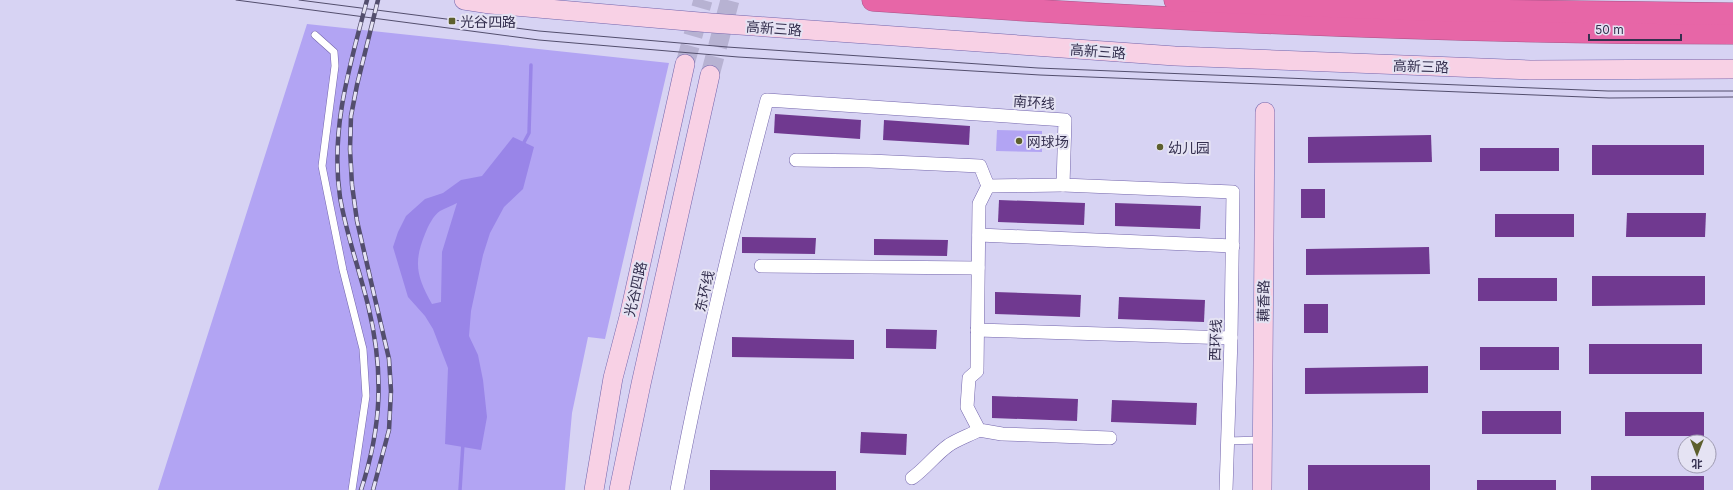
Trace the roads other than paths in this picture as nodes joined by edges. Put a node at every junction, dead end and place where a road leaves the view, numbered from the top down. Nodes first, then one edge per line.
1 (464, 0) edge
2 (873, 0) edge
3 (1176, 0) edge
4 (1733, 14) edge
5 (1733, 33) edge
6 (315, 35) dead end
7 (685, 64) tunnel mouth
8 (1733, 69) edge
9 (710, 75) tunnel mouth
10 (767, 100) joint
11 (1265, 112) dead end
12 (796, 160) dead end
13 (1064, 185) junction
14 (988, 186) junction
15 (979, 235) junction
16 (1233, 246) junction
17 (761, 266) dead end
18 (978, 268) junction
19 (977, 330) junction
20 (1231, 338) junction
21 (980, 430) junction
22 (1110, 438) dead end
23 (1261, 440) junction
24 (1227, 442) junction
25 (912, 478) dead end
26 (352, 490) edge
27 (594, 490) edge
28 (619, 490) edge
29 (678, 490) edge
30 (1226, 490) edge
31 (1262, 490) edge

1 - 8 main road, 高新三路
2 - 5 highway
3 - 4 highway
6 - 26 lane
7 - 27 main road, 光谷四路
9 - 28 main road, 光谷四路
10 - 13 street, 南环线
10 - 29 street, 东环线
11 - 23 main road, 藕香路
12 - 14 street
13 - 14 street
13 - 16 street, 西环线
14 - 15 street
15 - 16 street
15 - 18 street
16 - 20 street, 西环线
17 - 18 street
18 - 19 street
19 - 20 street
19 - 21 street
20 - 24 street, 西环线
21 - 22 street
21 - 25 street
23 - 24 lane
23 - 31 main road, 藕香路
24 - 30 street, 西环线

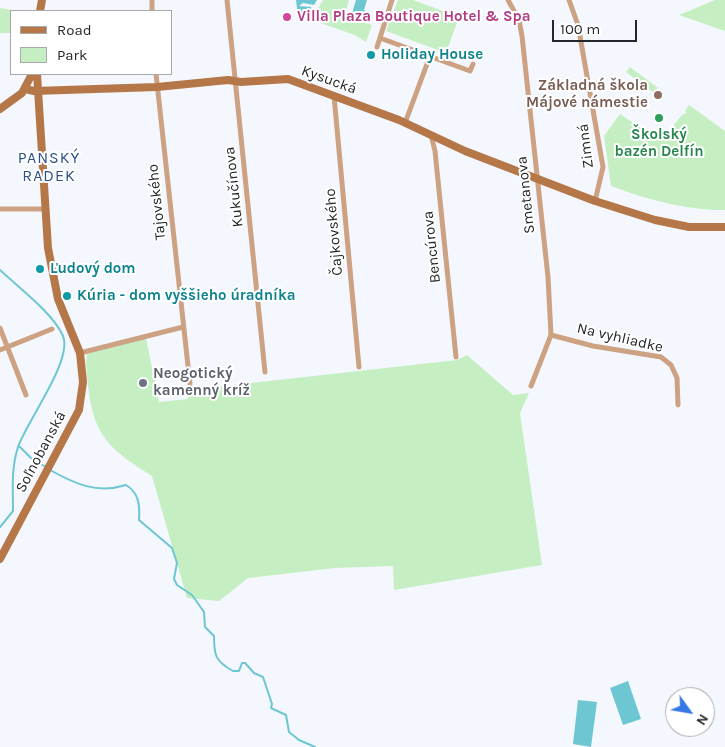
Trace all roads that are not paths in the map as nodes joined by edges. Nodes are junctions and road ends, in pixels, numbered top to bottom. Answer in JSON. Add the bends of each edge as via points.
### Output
{"nodes":[{"id":1,"x":227,"y":0,"type":"edge"},
{"id":2,"x":392,"y":0,"type":"edge"},
{"id":3,"x":508,"y":0,"type":"edge"},
{"id":4,"x":569,"y":0,"type":"edge"},
{"id":5,"x":380,"y":38,"type":"junction"},
{"id":6,"x":377,"y":47,"type":"dead end"},
{"id":7,"x":430,"y":56,"type":"junction"},
{"id":8,"x":473,"y":64,"type":"dead end"},
{"id":9,"x":32,"y":75,"type":"edge"},
{"id":10,"x":37,"y":75,"type":"edge"},
{"id":11,"x":156,"y":75,"type":"edge"},
{"id":12,"x":235,"y":80,"type":"junction"},
{"id":13,"x":26,"y":86,"type":"junction"},
{"id":14,"x":157,"y":87,"type":"junction"},
{"id":15,"x":39,"y":90,"type":"junction"},
{"id":16,"x":334,"y":96,"type":"junction"},
{"id":17,"x":0,"y":109,"type":"edge"},
{"id":18,"x":405,"y":123,"type":"junction"},
{"id":19,"x":431,"y":135,"type":"junction"},
{"id":20,"x":536,"y":178,"type":"junction"},
{"id":21,"x":595,"y":201,"type":"junction"},
{"id":22,"x":0,"y":209,"type":"edge"},
{"id":23,"x":46,"y":209,"type":"junction"},
{"id":24,"x":725,"y":227,"type":"edge"},
{"id":25,"x":183,"y":327,"type":"junction"},
{"id":26,"x":0,"y":328,"type":"edge"},
{"id":27,"x":52,"y":329,"type":"dead end"},
{"id":28,"x":550,"y":335,"type":"junction"},
{"id":29,"x":8,"y":347,"type":"junction"},
{"id":30,"x":0,"y":350,"type":"edge"},
{"id":31,"x":80,"y":353,"type":"junction"},
{"id":32,"x":456,"y":357,"type":"dead end"},
{"id":33,"x":359,"y":367,"type":"dead end"},
{"id":34,"x":265,"y":372,"type":"dead end"},
{"id":35,"x":190,"y":384,"type":"dead end"},
{"id":36,"x":531,"y":386,"type":"dead end"},
{"id":37,"x":26,"y":395,"type":"dead end"},
{"id":38,"x":678,"y":405,"type":"dead end"},
{"id":39,"x":0,"y":559,"type":"edge"}],
"edges":[{"from":1,"to":12,"type":"street","name":"Kukučínova"},
{"from":2,"to":5,"type":"street"},
{"from":3,"to":20,"type":"street","name":"Smetanova","via":[[519,20],[522,36]]},
{"from":4,"to":21,"type":"street","name":"Zimná","via":[[578,25],[603,167]]},
{"from":5,"to":6,"type":"street"},
{"from":5,"to":7,"type":"street"},
{"from":7,"to":8,"type":"street","via":[[470,71]]},
{"from":7,"to":18,"type":"street"},
{"from":9,"to":13,"type":"street"},
{"from":10,"to":15,"type":"street","name":"Soľnobanská"},
{"from":11,"to":14,"type":"street","name":"Tajovského"},
{"from":12,"to":14,"type":"street","name":"Kysucká"},
{"from":12,"to":16,"type":"street","name":"Kysucká","via":[[284,78]]},
{"from":12,"to":34,"type":"street","name":"Kukučínova"},
{"from":13,"to":15,"type":"street"},
{"from":13,"to":17,"type":"street","via":[[13,101]]},
{"from":14,"to":15,"type":"street","name":"Kysucká"},
{"from":14,"to":25,"type":"street","name":"Tajovského"},
{"from":15,"to":23,"type":"street","name":"Soľnobanská"},
{"from":16,"to":18,"type":"street","name":"Kysucká"},
{"from":16,"to":33,"type":"street","name":"Čajkovského"},
{"from":18,"to":19,"type":"street","name":"Kysucká"},
{"from":19,"to":20,"type":"street","name":"Kysucká"},
{"from":19,"to":32,"type":"street","name":"Bencúrova"},
{"from":20,"to":21,"type":"street","name":"Kysucká"},
{"from":20,"to":28,"type":"street","name":"Smetanova","via":[[548,278]]},
{"from":21,"to":24,"type":"street","name":"Kysucká","via":[[689,227]]},
{"from":22,"to":23,"type":"street"},
{"from":23,"to":31,"type":"street","name":"Soľnobanská","via":[[48,248],[58,299]]},
{"from":25,"to":31,"type":"street"},
{"from":25,"to":35,"type":"street","name":"Tajovského"},
{"from":26,"to":29,"type":"street"},
{"from":27,"to":29,"type":"street"},
{"from":28,"to":36,"type":"street","name":"Smetanova"},
{"from":28,"to":38,"type":"street","name":"Na vyhliadke","via":[[661,357],[672,365]]},
{"from":29,"to":30,"type":"street"},
{"from":29,"to":37,"type":"street"},
{"from":31,"to":39,"type":"street","name":"Soľnobanská","via":[[83,382],[79,410]]}]}
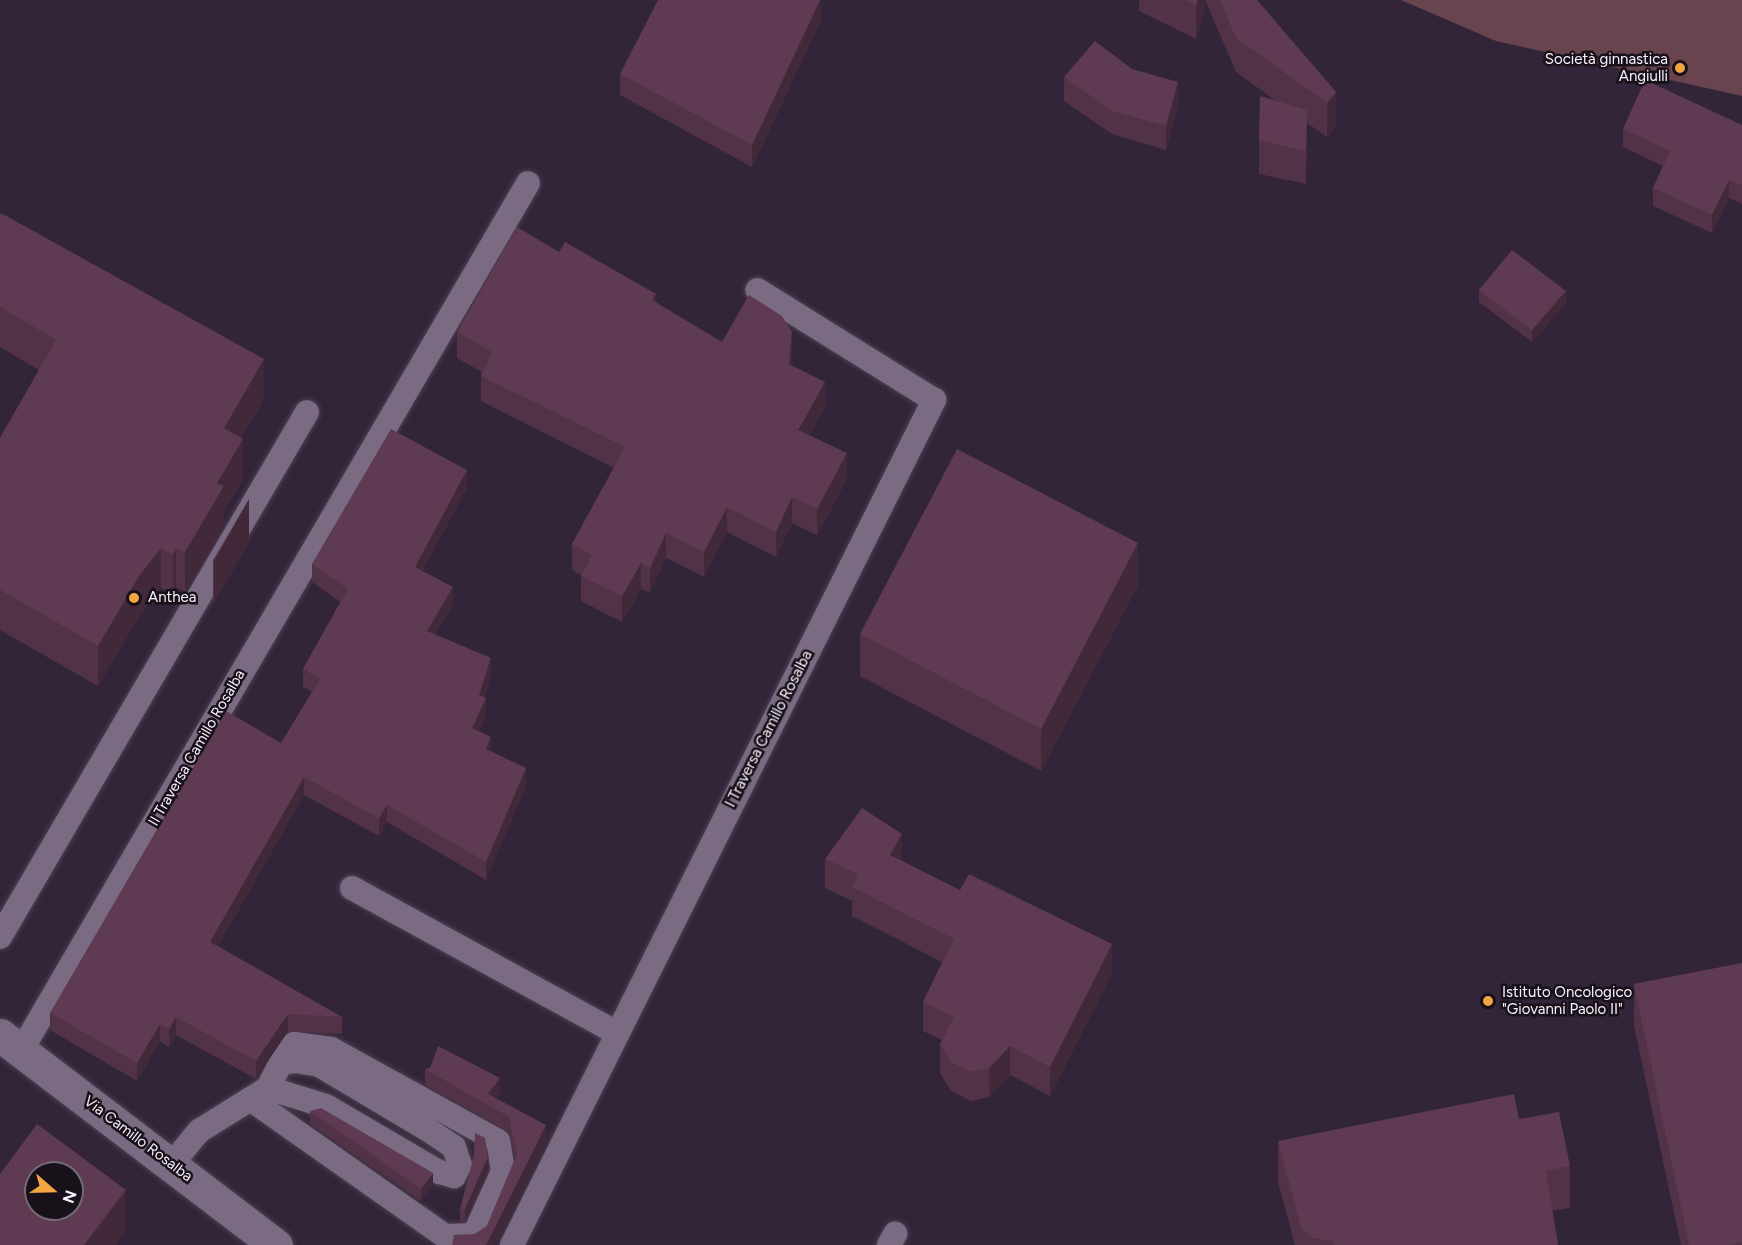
□ □ □
What you are asked to do
In the entries above, find each line that includes the string "Smetanova" and copy it.

Result for this exercise
{"from":3,"to":20,"type":"street","name":"Smetanova","via":[[519,20],[522,36]]},
{"from":20,"to":28,"type":"street","name":"Smetanova","via":[[548,278]]},
{"from":28,"to":36,"type":"street","name":"Smetanova"},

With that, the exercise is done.